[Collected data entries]
--- START ---

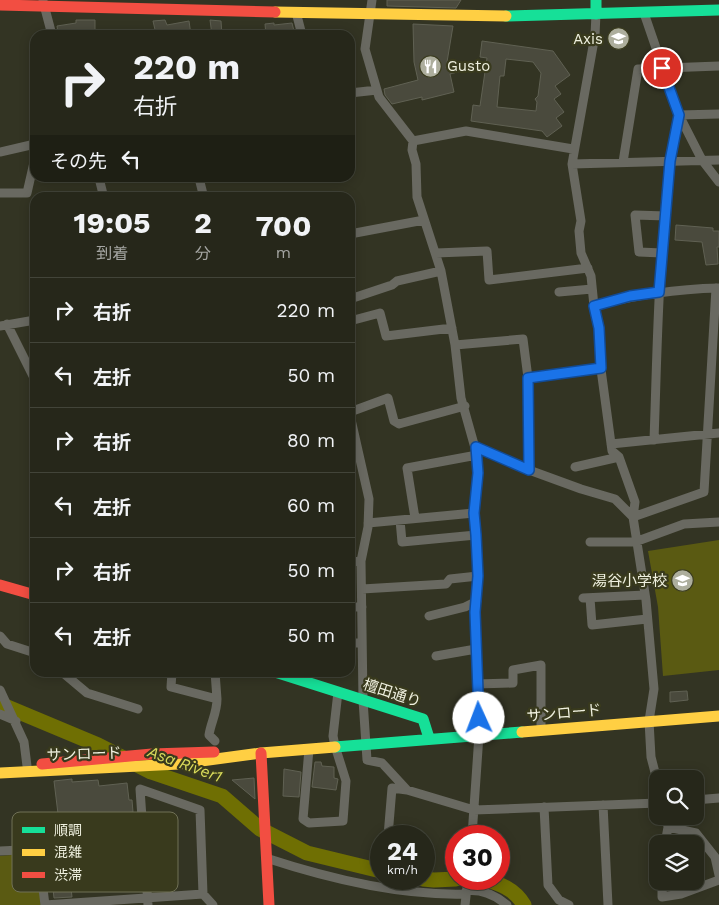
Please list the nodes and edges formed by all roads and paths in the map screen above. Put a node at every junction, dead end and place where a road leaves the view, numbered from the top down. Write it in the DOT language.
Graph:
graph roads {
  1 [pos="372,0"];
  2 [pos="596,0"];
  3 [pos="43,3"];
  4 [pos="0,5"];
  5 [pos="719,10"];
  6 [pos="296,12"];
  7 [pos="644,13"];
  8 [pos="369,14"];
  9 [pos="596,14"];
  10 [pos="51,30"];
  11 [pos="301,30"];
  12 [pos="719,66"];
  13 [pos="662,68"];
  14 [pos="377,90"];
  15 [pos="355,92"];
  16 [pos="719,114"];
  17 [pos="679,115"];
  18 [pos="413,141"];
  19 [pos="30,145"];
  20 [pos="573,149"];
  21 [pos="0,152"];
  22 [pos="702,160"];
  23 [pos="719,160"];
  24 [pos="670,161"];
  25 [pos="624,162"];
  26 [pos="572,164"];
  27 [pos="30,179"];
  28 [pos="719,182"];
  29 [pos="0,193"];
  30 [pos="666,216"];
  31 [pos="424,220"];
  32 [pos="355,233"];
  33 [pos="436,253"];
  34 [pos="662,253"];
  35 [pos="588,268"];
  36 [pos="441,271"];
  37 [pos="718,288"];
  38 [pos="592,289"];
  39 [pos="559,292"];
  40 [pos="659,292"];
  41 [pos="355,297"];
  42 [pos="594,306"];
  43 [pos="355,320"];
  44 [pos="30,321"];
  45 [pos="4,325"];
  46 [pos="452,328"];
  47 [pos="455,345"];
  48 [pos="601,368"];
  49 [pos="30,371"];
  50 [pos="528,378"];
  51 [pos="465,406"];
  52 [pos="355,411"];
  53 [pos="719,433"];
  54 [pos="707,435"];
  55 [pos="654,440"];
  56 [pos="611,444"];
  57 [pos="477,451"];
  58 [pos="619,457"];
  59 [pos="355,462"];
  60 [pos="575,466"];
  61 [pos="529,470"];
  62 [pos="474,513"];
  63 [pos="633,517"];
  64 [pos="415,518"];
  65 [pos="400,520"];
  66 [pos="719,522"];
  67 [pos="368,523"];
  68 [pos="476,535"];
  69 [pos="590,542"];
  70 [pos="635,542"];
  71 [pos="361,561"];
  72 [pos="355,562"];
  73 [pos="478,576"];
  74 [pos="0,585"];
  75 [pos="362,589"];
  76 [pos="30,594"];
  77 [pos="645,595"];
  78 [pos="477,601"];
  79 [pos="355,607"];
  80 [pos="362,607"];
  81 [pos="429,616"];
  82 [pos="647,619"];
  83 [pos="0,636"];
  84 [pos="362,642"];
  85 [pos="355,643"];
  86 [pos="476,649"];
  87 [pos="30,651"];
  88 [pos="436,656"];
  89 [pos="68,677"];
  90 [pos="172,677"];
  91 [pos="216,677"];
  92 [pos="291,677"];
  93 [pos="477,684"];
  94 [pos="1,692"];
  95 [pos="338,692"];
  96 [pos="218,699"];
  97 [pos="363,700"];
  98 [pos="138,709"];
  99 [pos="0,714"];
  100 [pos="719,716"];
  101 [pos="15,719"];
  102 [pos="650,721"];
  103 [pos="541,730"];
  104 [pos="479,735"];
  105 [pos="429,738"];
  106 [pos="215,741"];
  107 [pos="365,744"];
  108 [pos="334,746"];
  109 [pos="309,749"];
  110 [pos="261,753"];
  111 [pos="27,769"];
  112 [pos="654,770"];
  113 [pos="0,771"];
  114 [pos="407,790"];
  115 [pos="719,798"];
  116 [pos="704,799"];
  117 [pos="649,803"];
  118 [pos="603,805"];
  119 [pos="544,807"];
  120 [pos="474,810"];
  121 [pos="141,812"];
  122 [pos="389,825"];
  123 [pos="473,825"];
  124 [pos="668,827"];
  125 [pos="667,835"];
  126 [pos="266,855"];
  127 [pos="717,856"];
  128 [pos="719,875"];
  129 [pos="719,880"];
  130 [pos="704,886"];
  131 [pos="457,890"];
  132 [pos="467,890"];
  133 [pos="474,890"];
  134 [pos="662,890"];
  135 [pos="692,890"];
  136 [pos="43,892"];
  137 [pos="203,894"];
  138 [pos="148,901"];
  139 [pos="45,905"];
  140 [pos="213,905"];
  141 [pos="269,905"];
  142 [pos="465,905"];
  143 [pos="507,905"];
  144 [pos="569,905"];
  145 [pos="608,905"];
  1 -- 8 [label="street"];
  2 -- 9 [label="street"];
  3 -- 4 [label="street"];
  3 -- 6 [label="street"];
  3 -- 10 [label="street"];
  5 -- 7 [label="street"];
  6 -- 8 [label="street"];
  6 -- 11 [label="street"];
  7 -- 9 [label="street"];
  7 -- 13 [label="street"];
  8 -- 9 [label="street"];
  8 -- 14 [label="street"];
  9 -- 20 [label="street"];
  12 -- 13 [label="street"];
  13 -- 17 [label="street"];
  13 -- 25 [label="street"];
  14 -- 15 [label="street"];
  14 -- 18 [label="street"];
  16 -- 17 [label="street"];
  17 -- 22 [label="street"];
  17 -- 24 [label="street"];
  18 -- 20 [label="street"];
  18 -- 31 [label="street"];
  19 -- 21 [label="street"];
  20 -- 26 [label="street"];
  22 -- 23 [label="street"];
  22 -- 24 [label="street"];
  22 -- 28 [label="street"];
  24 -- 25 [label="street"];
  24 -- 30 [label="street"];
  25 -- 26 [label="street"];
  26 -- 35 [label="street"];
  27 -- 29 [label="street"];
  30 -- 34 [label="street"];
  30 -- 34 [label="street"];
  31 -- 32 [label="street"];
  31 -- 33 [label="street"];
  33 -- 35 [label="street"];
  33 -- 36 [label="street"];
  34 -- 40 [label="street"];
  35 -- 38 [label="street"];
  36 -- 41 [label="street"];
  36 -- 46 [label="street"];
  37 -- 40 [label="street"];
  37 -- 54 [label="street"];
  38 -- 39 [label="street"];
  38 -- 42 [label="street"];
  40 -- 42 [label="street"];
  40 -- 55 [label="street"];
  42 -- 48 [label="street"];
  43 -- 46 [label="street"];
  44 -- 45 [label="street"];
  45 -- 49 [label="street"];
  46 -- 47 [label="street"];
  47 -- 50 [label="street"];
  47 -- 51 [label="street"];
  48 -- 50 [label="street"];
  48 -- 56 [label="street"];
  50 -- 61 [label="street"];
  51 -- 52 [label="street"];
  51 -- 57 [label="street"];
  53 -- 54 [label="street"];
  54 -- 55 [label="street"];
  54 -- 63 [label="street"];
  55 -- 56 [label="street"];
  56 -- 58 [label="street"];
  57 -- 61 [label="street"];
  57 -- 62 [label="street"];
  57 -- 64 [label="street"];
  58 -- 60 [label="street"];
  58 -- 63 [label="street"];
  59 -- 67 [label="street"];
  61 -- 63 [label="street"];
  62 -- 64 [label="street"];
  62 -- 68 [label="street"];
  63 -- 70 [label="street"];
  64 -- 65 [label="street"];
  65 -- 67 [label="street"];
  65 -- 68 [label="street"];
  66 -- 70 [label="street"];
  67 -- 71 [label="street"];
  68 -- 73 [label="street"];
  69 -- 70 [label="street"];
  70 -- 77 [label="street"];
  71 -- 72 [label="street"];
  71 -- 75 [label="street"];
  73 -- 75 [label="street"];
  73 -- 78 [label="street"];
  74 -- 76 [label="street"];
  75 -- 80 [label="street"];
  77 -- 82 [label="street"];
  77 -- 82 [label="street"];
  78 -- 81 [label="street"];
  78 -- 86 [label="street"];
  79 -- 80 [label="street"];
  80 -- 84 [label="street"];
  82 -- 102 [label="street"];
  83 -- 87 [label="street"];
  84 -- 85 [label="street"];
  84 -- 97 [label="street"];
  86 -- 88 [label="street"];
  86 -- 93 [label="street"];
  89 -- 98 [label="street"];
  90 -- 96 [label="street"];
  91 -- 96 [label="street"];
  92 -- 95 [label="street, 檀田通り"];
  93 -- 103 [label="street"];
  93 -- 104 [label="street"];
  94 -- 101 [label="street"];
  95 -- 97 [label="street, 檀田通り"];
  95 -- 108 [label="street"];
  96 -- 106 [label="street"];
  97 -- 105 [label="street, 檀田通り"];
  97 -- 107 [label="street"];
  99 -- 101 [label="street"];
  100 -- 102 [label="street, サンロード"];
  101 -- 111 [label="street"];
  102 -- 103 [label="street, サンロード"];
  102 -- 112 [label="street"];
  103 -- 104 [label="street, サンロード"];
  104 -- 105 [label="street, サンロード"];
  104 -- 120 [label="street"];
  105 -- 107 [label="street, サンロード"];
  107 -- 108 [label="street, サンロード"];
  107 -- 114 [label="street"];
  108 -- 109 [label="street, サンロード"];
  108 -- 109 [label="street"];
  109 -- 110 [label="street, サンロード"];
  110 -- 111 [label="street, サンロード"];
  110 -- 111 [label="street, サンロード"];
  110 -- 126 [label="street"];
  111 -- 113 [label="street"];
  114 -- 120 [label="street"];
  114 -- 122 [label="street"];
  115 -- 116 [label="street"];
  117 -- 118 [label="street"];
  118 -- 119 [label="street"];
  118 -- 145 [label="street"];
  119 -- 120 [label="street"];
  119 -- 144 [label="street"];
  120 -- 123 [label="street"];
  121 -- 137 [label="street"];
  124 -- 125 [label="street"];
  124 -- 127 [label="street"];
  126 -- 131 [label="street"];
  126 -- 141 [label="street"];
  127 -- 128 [label="street"];
  129 -- 130 [label="street"];
  132 -- 142 [label="street"];
  133 -- 143 [label="street"];
  134 -- 135 [label="street"];
  136 -- 139 [label="street"];
  137 -- 138 [label="street"];
  137 -- 140 [label="street"];
  138 -- 139 [label="street"];
}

--- END ---

Brief: Each line in the records that carries "サンロード" must be copied out.

The answer:
  100 -- 102 [label="street, サンロード"];
  102 -- 103 [label="street, サンロード"];
  103 -- 104 [label="street, サンロード"];
  104 -- 105 [label="street, サンロード"];
  105 -- 107 [label="street, サンロード"];
  107 -- 108 [label="street, サンロード"];
  108 -- 109 [label="street, サンロード"];
  109 -- 110 [label="street, サンロード"];
  110 -- 111 [label="street, サンロード"];
  110 -- 111 [label="street, サンロード"];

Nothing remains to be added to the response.